:: LISTED RECORDS ::

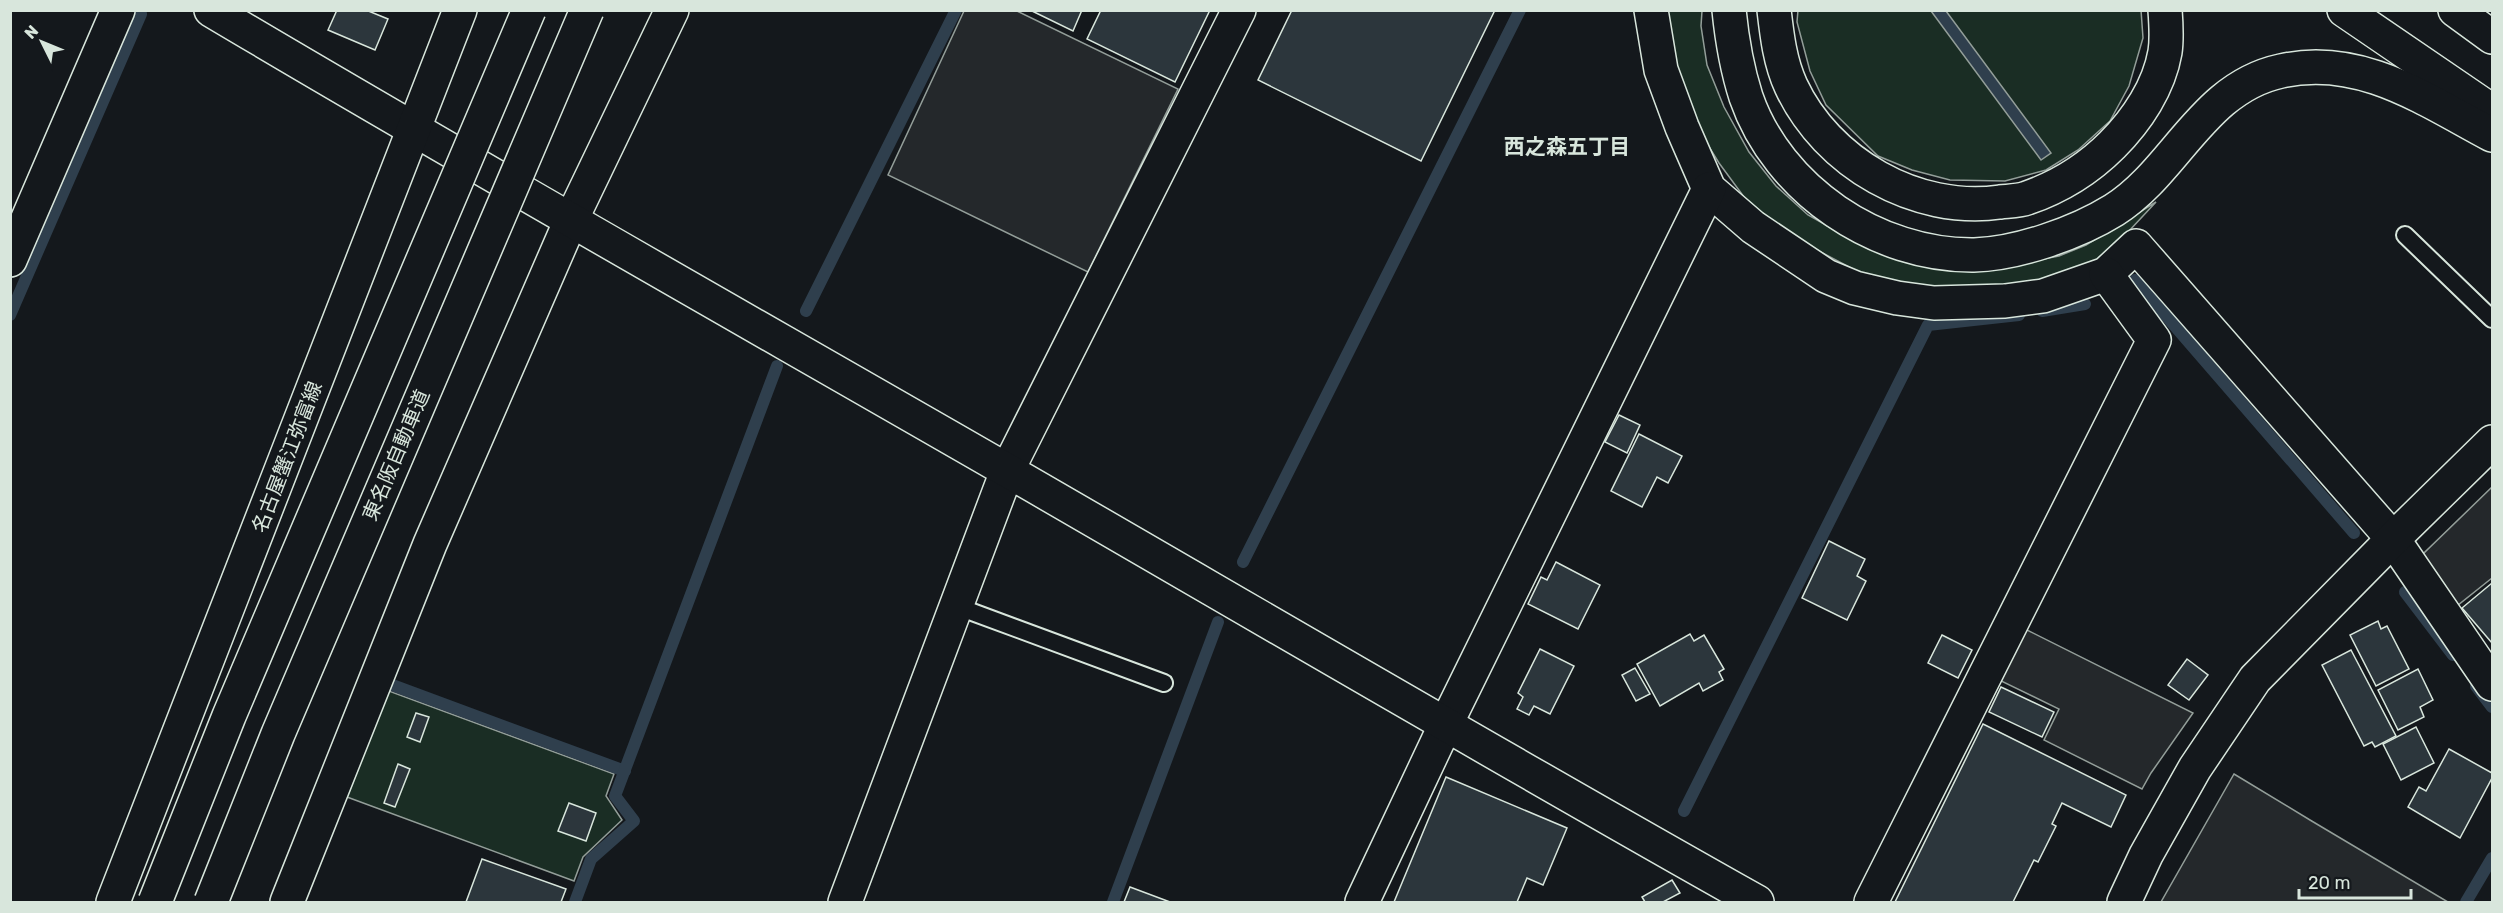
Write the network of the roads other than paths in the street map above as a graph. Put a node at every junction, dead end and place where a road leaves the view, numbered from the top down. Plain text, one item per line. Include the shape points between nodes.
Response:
1 (118, 10) edge
2 (211, 10) edge
3 (460, 10) edge
4 (529, 10) edge
5 (587, 10) edge
6 (672, 10) edge
7 (1239, 10) edge
8 (1651, 10) edge
9 (1729, 10) edge
10 (1774, 10) edge
11 (2165, 10) edge
12 (2344, 10) edge
13 (2455, 10) edge
14 (2493, 37) edge
15 (2493, 111) edge
16 (413, 130) junction
17 (2493, 135) edge
18 (1709, 189) junction
19 (572, 220) junction
20 (2405, 235) dead end
21 (10, 260) edge
22 (2106, 274) junction
23 (2493, 319) edge
24 (2493, 442) edge
25 (1007, 471) junction
26 (2393, 539) junction
27 (956, 606) junction
28 (1164, 683) dead end
29 (2493, 684) edge
30 (1445, 726) junction
31 (113, 903) edge
32 (154, 903) edge
33 (211, 903) edge
34 (287, 903) edge
35 (845, 903) edge
36 (1362, 903) edge
37 (1757, 903) edge
38 (1871, 903) edge
39 (2124, 903) edge

1 - 21 main road
2 - 16 main road
3 - 16 main road, 名古屋蟹江弥富線
4 - 32 main road, bridge
5 - 33 main road, 東名阪自動車道, bridge via 283,723
6 - 19 main road
7 - 25 main road
8 - 18 main road via 1661,70
9 - 17 main road via 1735,56 1747,99 1765,137 1791,172 1822,202 1859,227 1899,243 1938,252 1975,255 2018,248 2085,226 2116,209 2145,185 2218,104 2249,83 2280,71 2313,67 2380,78
10 - 11 main road via 1778,45 1791,86 1813,121 1839,150 1871,174 1909,193 1947,203 1988,204 2025,199 2058,186 2097,160 2129,128 2152,91 2165,51
12 - 15 main road
13 - 14 main road
16 - 19 main road
16 - 31 main road, 名古屋蟹江弥富線
18 - 22 main road via 1753,227 1826,276 1897,298 1934,303 2005,302 2043,296
18 - 30 main road
19 - 25 main road
19 - 34 main road via 430,544
20 - 23 lane
22 - 26 main road via 2136,246
22 - 38 main road via 2154,340
24 - 26 main road
25 - 27 main road
25 - 30 main road
26 - 29 main road
26 - 39 main road via 2255,680 2195,768
27 - 28 lane
27 - 35 main road
30 - 36 main road
30 - 37 main road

:: YOUR OBJECTIVE ::
Retype all entries exactly as they appear, dropping the images.

:: WRITTEN SOLUTION ::
Write the network of the roads other than paths in the street map above as a graph. Put a node at every junction, dead end and place where a road leaves the view, numbered from the top down. Plain text, one item per line. Include the shape points between nodes.
Response:
1 (118, 10) edge
2 (211, 10) edge
3 (460, 10) edge
4 (529, 10) edge
5 (587, 10) edge
6 (672, 10) edge
7 (1239, 10) edge
8 (1651, 10) edge
9 (1729, 10) edge
10 (1774, 10) edge
11 (2165, 10) edge
12 (2344, 10) edge
13 (2455, 10) edge
14 (2493, 37) edge
15 (2493, 111) edge
16 (413, 130) junction
17 (2493, 135) edge
18 (1709, 189) junction
19 (572, 220) junction
20 (2405, 235) dead end
21 (10, 260) edge
22 (2106, 274) junction
23 (2493, 319) edge
24 (2493, 442) edge
25 (1007, 471) junction
26 (2393, 539) junction
27 (956, 606) junction
28 (1164, 683) dead end
29 (2493, 684) edge
30 (1445, 726) junction
31 (113, 903) edge
32 (154, 903) edge
33 (211, 903) edge
34 (287, 903) edge
35 (845, 903) edge
36 (1362, 903) edge
37 (1757, 903) edge
38 (1871, 903) edge
39 (2124, 903) edge

1 - 21 main road
2 - 16 main road
3 - 16 main road, 名古屋蟹江弥富線
4 - 32 main road, bridge
5 - 33 main road, 東名阪自動車道, bridge via 283,723
6 - 19 main road
7 - 25 main road
8 - 18 main road via 1661,70
9 - 17 main road via 1735,56 1747,99 1765,137 1791,172 1822,202 1859,227 1899,243 1938,252 1975,255 2018,248 2085,226 2116,209 2145,185 2218,104 2249,83 2280,71 2313,67 2380,78
10 - 11 main road via 1778,45 1791,86 1813,121 1839,150 1871,174 1909,193 1947,203 1988,204 2025,199 2058,186 2097,160 2129,128 2152,91 2165,51
12 - 15 main road
13 - 14 main road
16 - 19 main road
16 - 31 main road, 名古屋蟹江弥富線
18 - 22 main road via 1753,227 1826,276 1897,298 1934,303 2005,302 2043,296
18 - 30 main road
19 - 25 main road
19 - 34 main road via 430,544
20 - 23 lane
22 - 26 main road via 2136,246
22 - 38 main road via 2154,340
24 - 26 main road
25 - 27 main road
25 - 30 main road
26 - 29 main road
26 - 39 main road via 2255,680 2195,768
27 - 28 lane
27 - 35 main road
30 - 36 main road
30 - 37 main road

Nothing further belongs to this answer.